Pięknie zaświeciło słoneczko i wiosna pędzi do przodu. Wieczory jednak są jeszcze ciemne i chłodne , jest więc czas , aby sobie umilić te kilka godzin przed snem i zapalić własnoręcznie zrobione światełko. Kilka osób interesowało się jak w mojej fabryczce Mglistego Snu powstają świece i właśnie nadszedł czas wam o tym opowiedzieć.
Świece są dosyć pokaźnych rozmiarów , a zależy to od formy oczywiście i naszych potrzeb.
Ja do stworzenia jednej świecy potrzebuję szklanego wazonu o kształcie walca , dwóch białych , grubych świec , suszonych kwiatów , barwnika do stearymy i garnka oraz drewnianej łyżki.
Trzeba bezwzględnie przestrzegać zasad bezpieczeństwa , gdyż podgrzewanie stearyny na wolnym ogniu grozi zapłonem oparów cieczy i pożarem , a także poparzeniem.
Ja nie spuszczam z oka garnka podgrzewając stearynę nawet na sekundę i roztapiam ją na kuchence elektrycznej.
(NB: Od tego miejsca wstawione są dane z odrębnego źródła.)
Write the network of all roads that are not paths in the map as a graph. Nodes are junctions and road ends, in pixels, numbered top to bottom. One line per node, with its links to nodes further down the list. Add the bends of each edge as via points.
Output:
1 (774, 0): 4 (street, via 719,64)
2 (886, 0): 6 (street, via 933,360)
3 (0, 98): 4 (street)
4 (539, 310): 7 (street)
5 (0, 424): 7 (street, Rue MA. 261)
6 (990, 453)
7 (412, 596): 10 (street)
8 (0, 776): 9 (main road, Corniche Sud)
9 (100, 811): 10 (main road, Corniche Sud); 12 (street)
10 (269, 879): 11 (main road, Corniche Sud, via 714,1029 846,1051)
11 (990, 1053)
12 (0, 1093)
Myślę , że to wystarczy. Stearyna jest gotowa do zalania formy na świecę w momencie , gdy zaczyna skwierczeć drewniana łyżka zanurzona w garnku.
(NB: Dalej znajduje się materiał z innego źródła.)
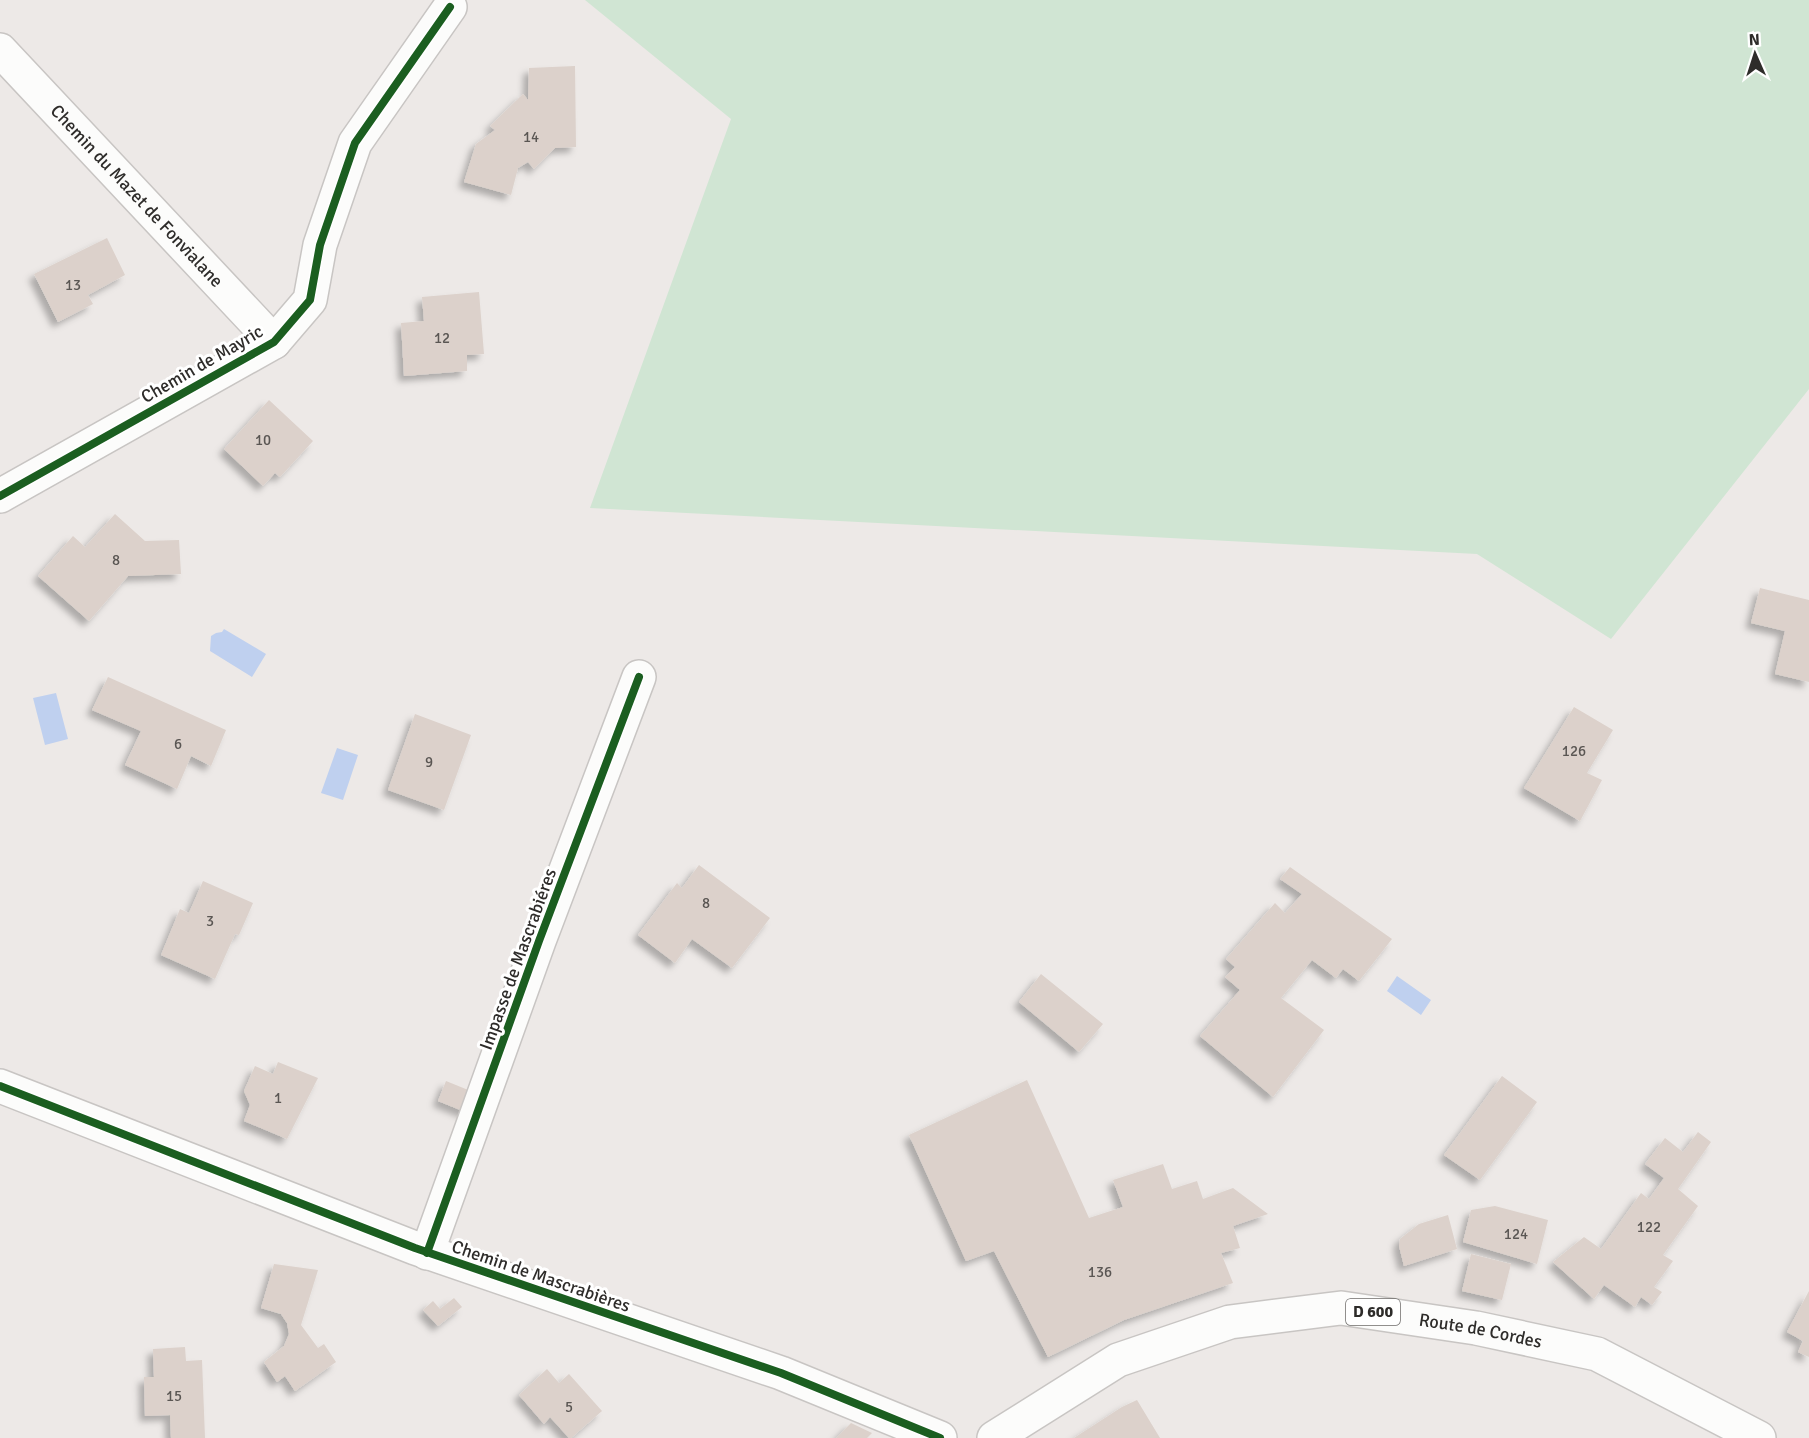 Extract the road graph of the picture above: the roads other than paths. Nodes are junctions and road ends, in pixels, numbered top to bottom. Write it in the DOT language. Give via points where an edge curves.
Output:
graph roads {
  1 [pos="450,8"];
  2 [pos="0,50"];
  3 [pos="274,342"];
  4 [pos="0,496"];
  5 [pos="639,677"];
  6 [pos="0,1086"];
  7 [pos="427,1253"];
  8 [pos="940,1438"];
  9 [pos="994,1438"];
  10 [pos="1759,1438"];
  1 -- 3 [label="street, Chemin de Mayric" via="355,143 320,245 310,300"];
  2 -- 3 [label="street, Chemin du Mazet de Fonvialane"];
  3 -- 4 [label="street, Chemin de Mayric"];
  5 -- 7 [label="street, Impasse de Mascrabiéres"];
  6 -- 7 [label="street, Chemin de Mascrabières"];
  7 -- 8 [label="street, Chemin de Mascrabières" via="781,1373"];
  9 -- 10 [label="street, Route de Cordes / D 600" via="1118,1360 1230,1322 1341,1308 1476,1328 1597,1354"];
}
To tyle jeśli chodzi o technologię.
Tak wygląda przygotowana forma. W szklanym wazonie-naszej formie umieszczam do góry nogami grubą świecę w kolorze białym. ( Jesli macie świecę pokrytą jakimś dowolnym kolorem należy go zeskrobać nożem , a resztki koloru zachować w pudełku , bo posłużą nam jako barwnik ). Następnie wypełniam wolną przestrzeń suszonymi roślinami w kolorach jakie mi się podobają. Kiedy forma jest gotowa zaczynam podgrzewać stearynę zgodnie z zasadami najwyższego bezpieczeństwa , które już opisałam wcześniej tj wkładam do garnka drugą białą świecę i pilnuję ( oczywiście wyciągam knot , bo on mi się już nie przyda). Kiedy stwierdzę , że ciecz jest już dobrze rozgrzana , zalewam formę , a na górę sypię łyżeczkę od herbaty barwnika , który otrzymałam z kolorowej świecy. W gorącej stearynie roztopi się on i da nam piękny kolor.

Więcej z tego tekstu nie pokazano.